Happy new year, and some potentially good news on PMI premiums.

The OFT has provisionally decided to refer the market for private healthcare to the Competition Commission. They are running a consultation exercise on this and the closing date for comments is 30 January 2012. This decision is the culmination of a detailed market report, and a literature review on competition methodology in the sector.

In essence, the OFT believe that they have identified four aspects of the market that can restrict competition and can prevent patients, GPs and PMI insurers choosing between competing service providers, including new entrants, on the basis of quality of services and value for money.

Their first concern is the lack of accessible, standardised and comparable information on the quality of private healthcare hospitals and consultants. There is simply no information available for a patient and insurer to differentiate between consultant performance and fees in order to judge whether they represent value for money. For PMI patients this can make it difficult for them to estimate the risk they take if their consultant's fees could be bigger than the maximum amount the insurer will allow.

The FSA is working with the ABI to ensure that insurers make clear the possibility of a top-up payment because of limits they apply to their policies. While this is welcome, the market may respond in a different way. It is quite possible to envisage a new cash plan market arising for top-ups in exactly the same way as has happened for excesses. Many customers prefer peace of mind and knowing that they will not have to pay for treatment, whichever consultant they go to see.

Second, the private hospital market is dominated by a few big players at national level, often with little or no choice of facilities at local level. This is exacerbated by patients' desire to be treated locally, regardless of the quality of service provided there. This is also a feature of the NHS and is illustrated by campaigns to keep local hospitals open even when they are not fit for purpose.

The effect on insurers is that they are forced to buy from a large number of hospitals to get nationwide coverage. And, because it is GPs that usually recommend consultants to patients, insurers have limited ability to send patients to different hospitals.

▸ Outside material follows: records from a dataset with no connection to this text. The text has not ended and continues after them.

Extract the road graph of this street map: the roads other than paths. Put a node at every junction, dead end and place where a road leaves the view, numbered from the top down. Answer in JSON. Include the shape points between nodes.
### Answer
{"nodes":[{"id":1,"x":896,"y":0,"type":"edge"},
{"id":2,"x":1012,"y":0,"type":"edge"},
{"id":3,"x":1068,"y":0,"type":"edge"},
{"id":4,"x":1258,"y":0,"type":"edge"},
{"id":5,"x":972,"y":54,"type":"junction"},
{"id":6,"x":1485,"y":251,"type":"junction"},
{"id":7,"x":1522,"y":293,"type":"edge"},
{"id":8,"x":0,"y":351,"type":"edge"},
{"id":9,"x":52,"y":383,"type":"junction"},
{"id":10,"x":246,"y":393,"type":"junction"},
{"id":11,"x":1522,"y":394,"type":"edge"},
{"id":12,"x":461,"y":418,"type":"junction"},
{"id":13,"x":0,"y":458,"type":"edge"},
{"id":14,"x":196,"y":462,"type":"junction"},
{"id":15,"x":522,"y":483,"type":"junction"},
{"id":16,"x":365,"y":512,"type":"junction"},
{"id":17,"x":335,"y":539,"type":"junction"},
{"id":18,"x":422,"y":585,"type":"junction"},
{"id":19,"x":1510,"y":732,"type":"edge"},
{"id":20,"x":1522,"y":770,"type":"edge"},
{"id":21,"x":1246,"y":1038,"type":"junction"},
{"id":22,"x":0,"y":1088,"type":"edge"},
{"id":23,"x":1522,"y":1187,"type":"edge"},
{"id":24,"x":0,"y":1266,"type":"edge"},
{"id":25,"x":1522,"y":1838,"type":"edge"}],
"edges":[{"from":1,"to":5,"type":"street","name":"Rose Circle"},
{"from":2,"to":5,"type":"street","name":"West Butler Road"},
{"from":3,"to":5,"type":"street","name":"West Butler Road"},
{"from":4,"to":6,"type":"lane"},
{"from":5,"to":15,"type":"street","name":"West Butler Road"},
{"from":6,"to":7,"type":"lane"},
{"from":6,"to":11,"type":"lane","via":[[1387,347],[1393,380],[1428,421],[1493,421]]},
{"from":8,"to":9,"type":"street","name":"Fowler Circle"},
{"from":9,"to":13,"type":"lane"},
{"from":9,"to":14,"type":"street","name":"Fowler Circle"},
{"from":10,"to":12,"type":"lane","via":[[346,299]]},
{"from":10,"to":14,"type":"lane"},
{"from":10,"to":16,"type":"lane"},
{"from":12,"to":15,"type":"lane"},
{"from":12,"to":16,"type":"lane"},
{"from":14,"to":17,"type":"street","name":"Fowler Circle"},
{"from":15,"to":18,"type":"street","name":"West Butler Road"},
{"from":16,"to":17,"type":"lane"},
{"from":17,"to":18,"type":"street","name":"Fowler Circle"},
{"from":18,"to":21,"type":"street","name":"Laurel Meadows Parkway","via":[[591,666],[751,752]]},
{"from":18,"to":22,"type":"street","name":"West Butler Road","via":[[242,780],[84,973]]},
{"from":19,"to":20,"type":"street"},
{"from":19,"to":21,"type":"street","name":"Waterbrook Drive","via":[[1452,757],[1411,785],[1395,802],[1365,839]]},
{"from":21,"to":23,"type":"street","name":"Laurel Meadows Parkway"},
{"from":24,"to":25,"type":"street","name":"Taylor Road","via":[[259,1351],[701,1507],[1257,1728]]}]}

Third, consultants are often members of groups that negotiate for all their members. The report gives the example of anaesthetists - 44% of anaesthetists are part of the Anaesthetist Group. The OFT have received a number of complaints from patients who have not been able to find a local anaesthetist who will charge within their insurer's limits. The OFT suspects that the existence of such groups can reduce price competition in local markets.

Fourth, there are barriers that stop new entrants to the market. Here the OFT has quite a list. For example: existing hospital groups impose price rises on an insurer if they recognise a new entrant; and many consultants treat most of their private patients at one main hospital facility. Since patients are insured by different insurers, new entrants need to be recognised on all of the main PMI networks in order to attract a sufficient number of consultants to practice at their hospital.

Then there are incentives paid by private hospitals to consultants or GPs to encourage them to treat or refer higher numbers of their patients to their hospitals. This promises to be a very interesting process and the OFT have already flagged up their intention to impose information requirements and bans on hospitals using contracts that restrict new entrants.